What is less well known is a far more interesting story and it started two years before Continental Circus, with Incontinental Circuit.
Taito (back then, known as Potaito) had developed what they thought was bound to be the next big thing in gaming – two player head-to-head motor racing with bladder control. Literally. A pair of huge arcade cabinets, each housing a large screen, a reclining chair, a steering wheel, foot pedals, and a number of straps and sensors that needed to be attached to the player. A drinking fountain was angled towards the player’s mouth, and after inserting a few 100 Yen coins, the game began.

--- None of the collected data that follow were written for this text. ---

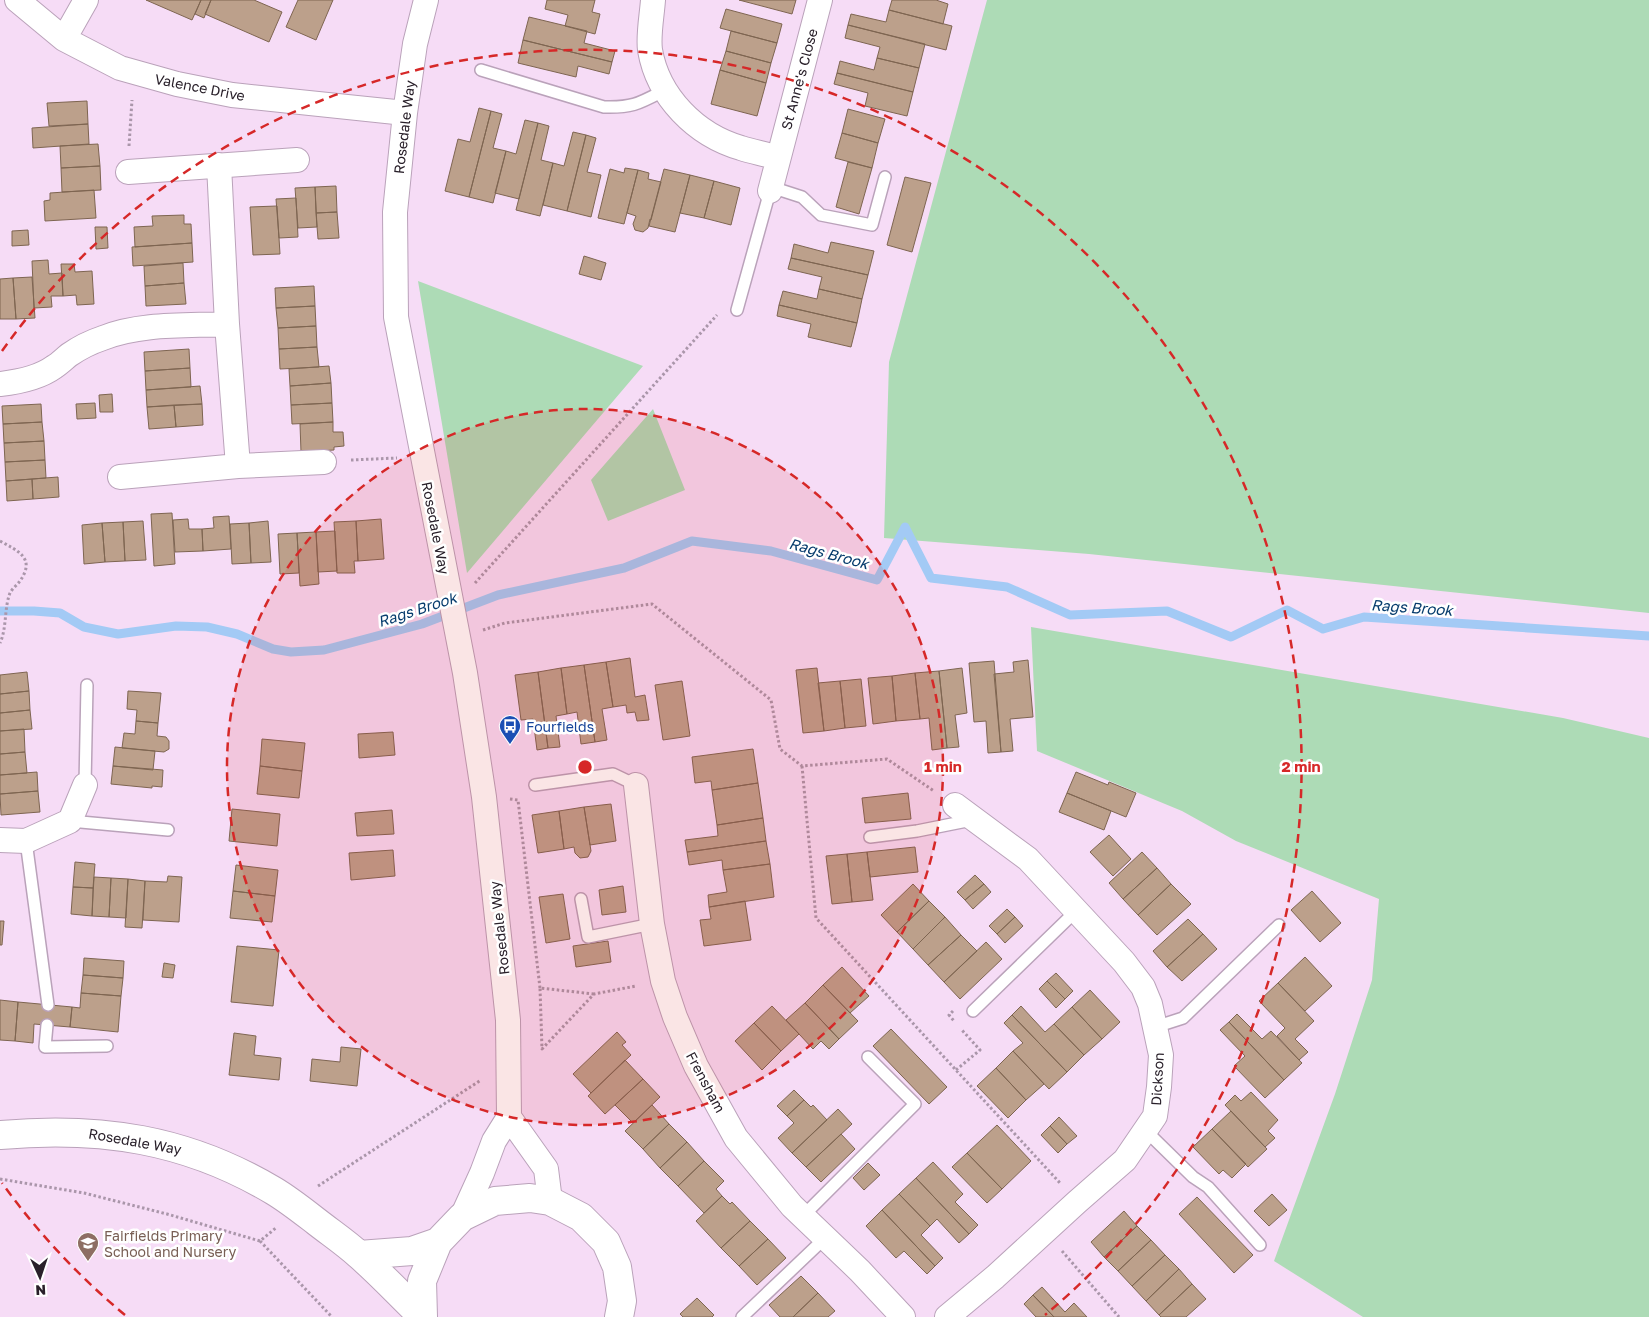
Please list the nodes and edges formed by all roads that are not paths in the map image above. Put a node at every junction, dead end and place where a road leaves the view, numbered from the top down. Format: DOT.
graph roads {
  1 [pos="17,0"];
  2 [pos="86,0"];
  3 [pos="426,0"];
  4 [pos="653,0"];
  5 [pos="820,0"];
  6 [pos="64,39"];
  7 [pos="481,70"];
  8 [pos="665,90"];
  9 [pos="405,113"];
  10 [pos="778,158"];
  11 [pos="297,160"];
  12 [pos="219,165"];
  13 [pos="128,172"];
  14 [pos="884,177"];
  15 [pos="771,189"];
  16 [pos="737,310"];
  17 [pos="227,324"];
  18 [pos="0,384"];
  19 [pos="324,462"];
  20 [pos="238,466"];
  21 [pos="120,477"];
  22 [pos="87,685"];
  23 [pos="85,785"];
  24 [pos="535,785"];
  25 [pos="636,785"];
  26 [pos="955,805"];
  27 [pos="974,819"];
  28 [pos="70,821"];
  29 [pos="168,830"];
  30 [pos="870,837"];
  31 [pos="0,840"];
  32 [pos="26,841"];
  33 [pos="582,899"];
  34 [pos="1076,910"];
  35 [pos="652,924"];
  36 [pos="1279,925"];
  37 [pos="48,1005"];
  38 [pos="973,1011"];
  39 [pos="46,1025"];
  40 [pos="1156,1027"];
  41 [pos="107,1046"];
  42 [pos="868,1056"];
  43 [pos="509,1117"];
  44 [pos="1145,1130"];
  45 [pos="0,1135"];
  46 [pos="550,1201"];
  47 [pos="803,1216"];
  48 [pos="462,1217"];
  49 [pos="825,1238"];
  50 [pos="438,1242"];
  51 [pos="1260,1245"];
  52 [pos="359,1255"];
  53 [pos="620,1304"];
  54 [pos="423,1316"];
  55 [pos="641,1317"];
  56 [pos="742,1317"];
  57 [pos="903,1317"];
  58 [pos="947,1317"];
  1 -- 6 [label="street, Valence Drive"];
  2 -- 6 [label="street"];
  3 -- 9 [label="street, Rosedale Way"];
  4 -- 8 [label="street"];
  5 -- 10 [label="street, St Anne's Close"];
  6 -- 9 [label="street, Valence Drive"];
  7 -- 8 [label="lane"];
  8 -- 10 [label="street"];
  9 -- 43 [label="street, Rosedale Way"];
  10 -- 15 [label="street, St Anne's Close"];
  11 -- 12 [label="street"];
  12 -- 13 [label="street"];
  12 -- 17 [label="street"];
  14 -- 15 [label="lane"];
  15 -- 16 [label="lane"];
  17 -- 18 [label="street"];
  17 -- 20 [label="street"];
  19 -- 20 [label="street"];
  20 -- 21 [label="street"];
  22 -- 23 [label="lane"];
  23 -- 28 [label="street"];
  24 -- 25 [label="lane"];
  25 -- 35 [label="street, Frensham"];
  26 -- 27 [label="street, Dickson"];
  27 -- 30 [label="lane"];
  27 -- 34 [label="street, Dickson"];
  28 -- 29 [label="lane"];
  28 -- 32 [label="street"];
  31 -- 32 [label="street"];
  32 -- 37 [label="lane"];
  33 -- 35 [label="lane"];
  34 -- 38 [label="lane"];
  34 -- 40 [label="street, Dickson"];
  35 -- 47 [label="street, Frensham"];
  36 -- 40 [label="lane"];
  39 -- 41 [label="lane"];
  40 -- 44 [label="street, Dickson"];
  42 -- 47 [label="lane"];
  43 -- 46 [label="street"];
  43 -- 48 [label="street, Rosedale Way"];
  44 -- 51 [label="lane"];
  44 -- 58 [label="street, Dickson"];
  45 -- 52 [label="street, Rosedale Way"];
  46 -- 48 [label="street, Rosedale Way"];
  46 -- 53 [label="street, Rosedale Way"];
  47 -- 49 [label="street, Frensham"];
  48 -- 50 [label="street, Rosedale Way"];
  49 -- 56 [label="lane"];
  49 -- 57 [label="street, Frensham"];
  50 -- 52 [label="street, Rosedale Way"];
  50 -- 54 [label="street, Rosedale Way"];
  52 -- 54 [label="street, Rosedale Way"];
  53 -- 55 [label="street"];
}
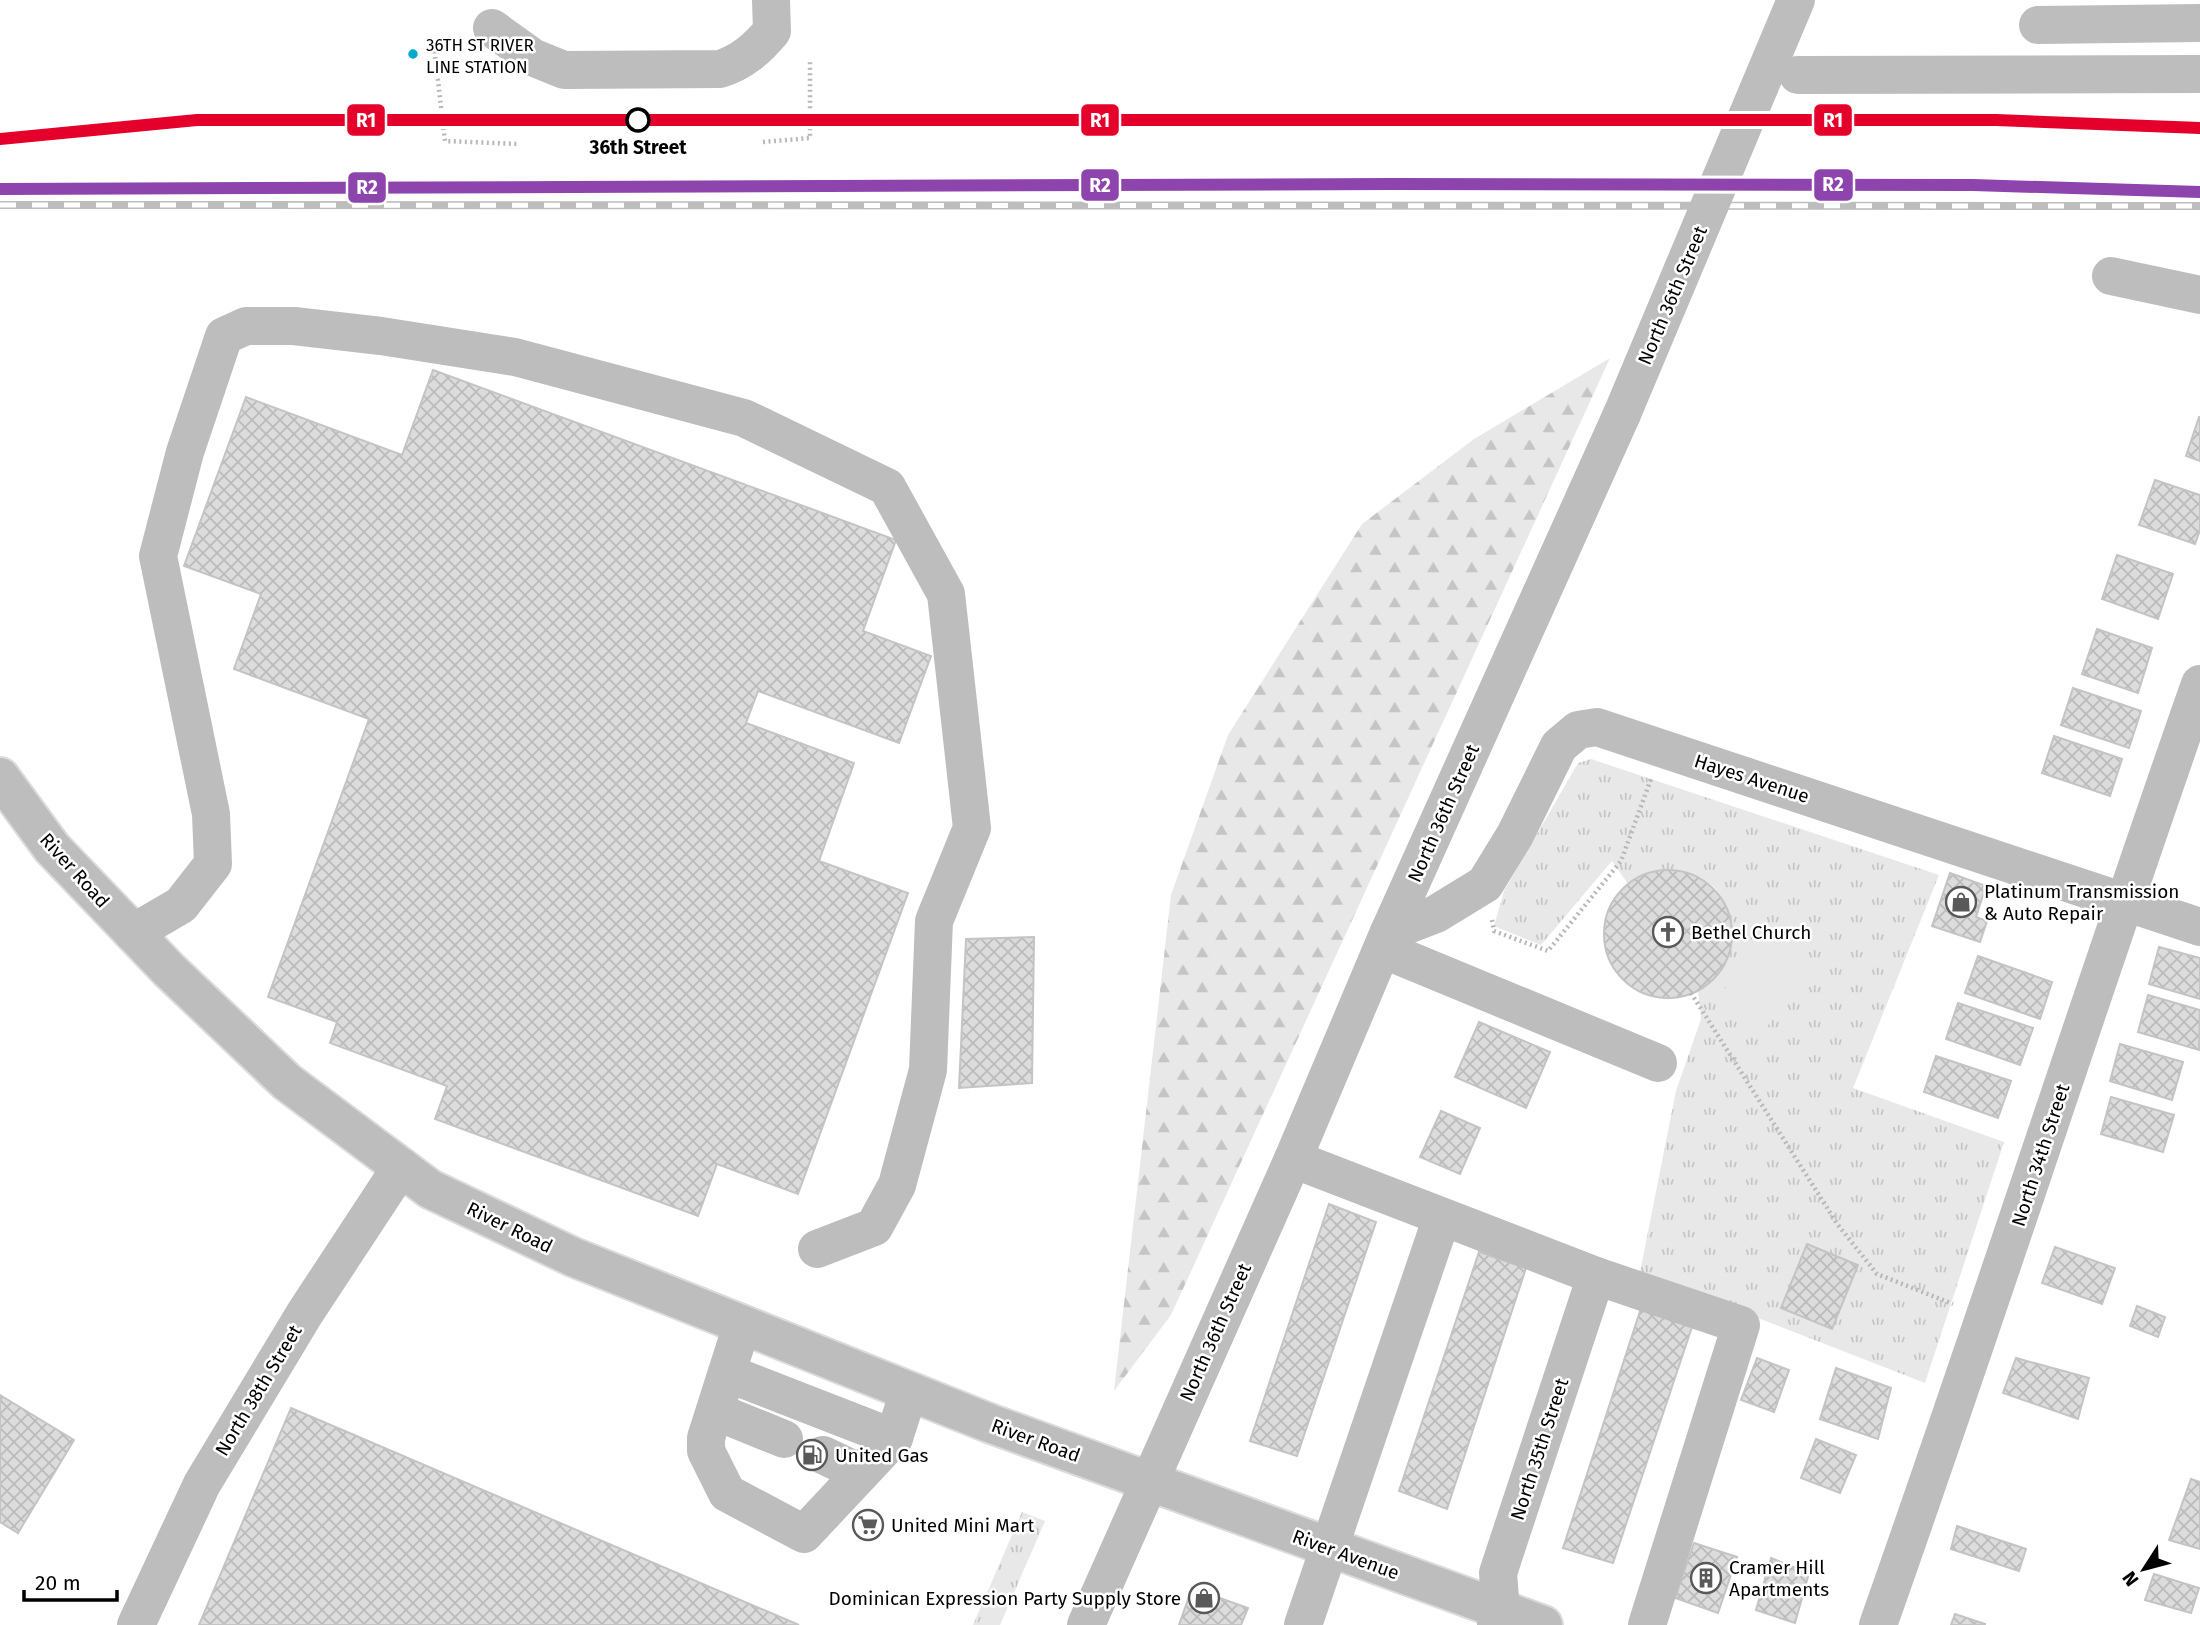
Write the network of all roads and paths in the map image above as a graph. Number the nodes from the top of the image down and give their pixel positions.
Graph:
1 (771, 0) edge
2 (1796, 0) edge
3 (2038, 12) edge
4 (2200, 23) edge
5 (492, 28) dead end
6 (434, 46) dead end
7 (810, 62) dead end
8 (2037, 74) junction
9 (2200, 74) edge
10 (1798, 75) dead end
11 (764, 142) dead end
12 (519, 144) dead end
13 (2111, 276) dead end
14 (2200, 295) edge
15 (2200, 684) edge
16 (1662, 748) junction
17 (0, 777) edge
18 (1485, 884) junction
19 (2123, 902) junction
20 (2200, 927) edge
21 (133, 933) junction
22 (1386, 941) junction
23 (1691, 993) dead end
24 (1658, 1063) dead end
25 (1293, 1159) junction
26 (401, 1167) junction
27 (1442, 1217) junction
28 (817, 1249) dead end
29 (1597, 1276) junction
30 (1986, 1317) junction
31 (742, 1325) junction
32 (727, 1373) junction
33 (909, 1391) junction
34 (715, 1411) junction
35 (894, 1438) junction
36 (784, 1439) dead end
37 (822, 1455) dead end
38 (861, 1473) junction
39 (1149, 1482) junction
40 (1330, 1548) junction
41 (1499, 1618) edge
42 (136, 1625) edge
43 (1086, 1625) edge
44 (1303, 1625) edge
45 (1543, 1625) edge
46 (1647, 1625) edge
47 (1878, 1625) edge

1 - 5 street
2 - 22 street, North 36th Street, bridge
3 - 4 street
3 - 8 street
6 - 12 path
7 - 11 path
8 - 9 street
8 - 10 street
13 - 14 street
15 - 19 street, North 34th Street
16 - 18 street, Hayes Avenue
16 - 18 path
16 - 19 street, Hayes Avenue
17 - 21 street, River Road
18 - 22 street, Hayes Avenue
19 - 20 street, Hayes Avenue
19 - 30 street, North 34th Street
21 - 26 street, River Road
21 - 28 street
22 - 24 street
22 - 25 street, North 36th Street
23 - 30 path
25 - 27 street
25 - 39 street, North 36th Street
26 - 31 street, River Road
26 - 42 street, North 38th Street
27 - 29 street
27 - 40 street
29 - 41 street, North 35th Street
29 - 46 street
30 - 47 street, North 34th Street
31 - 32 street
31 - 33 street, River Road
32 - 34 street
32 - 35 street
33 - 35 street
33 - 39 street, River Road
34 - 36 street
34 - 38 street
35 - 38 street
37 - 38 street
39 - 40 street, River Avenue
39 - 43 street, North 36th Street
40 - 41 street, River Avenue
40 - 44 street
41 - 45 street, River Avenue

Much like in most other motor racing games, the aim was to win the race, but the twist with Incontinental Circuit was that your car’s engine power increased as you, the player, physically filled their bladder. The more you drank, the higher your vehicle’s top speed. Don’t drink, and your car loses power. The first to pass the Chequered Flag was the winner, the first to pass urine was disqualified. That’s right – moisture sensors in the seat would alert the game to your embarrassing release.
Unfortunately for Potaito, they were hit from all sides with issues. The main one that hit the headlines was over gamers sitting in a pool of other peoples’ fluids as arcade staff failed to mop up after disqualifications, and all the associated health risks that came with it. This was the 1980s, remember, and popular myth at the time was how easy it was to contract AIDS from arcade machines. Other problems just made things worse. The water fountains needed to be connected to a water supply, which was something most arcades struggled to accommodate. All that water (and “previously drunk” water) in close proximity to electricity caused several shocking deaths, and one unfortunate individual managed to drown when his water fountain malfunctioned and he couldn’t get out of the seat straps quickly enough.
What really killed the game off, however, was the cheating. Players soon found that by wearing adult nappies, they could thwart the sensors and wet themselves all they liked without the game noticing.
Finally, and perhaps most damning of all, was when the game was produced, the translator at Potaito managed to name the game as Incontinental Circus, rather than Incontinental Circuit, confusing gamers everywhere.
With the game an expensive flop (all those proprietary and unusual components almost bankrupted Potaito before the cabinets even hit the arcades), Potaito gutted the core game and repurposed it as a more standard F1 racing game. No water, drinking or sensors. They called it Continental Circuit, but somehow the same translator made the same mistake again. He never found translating work after that, and the entire fiasco was blamed on him and him alone.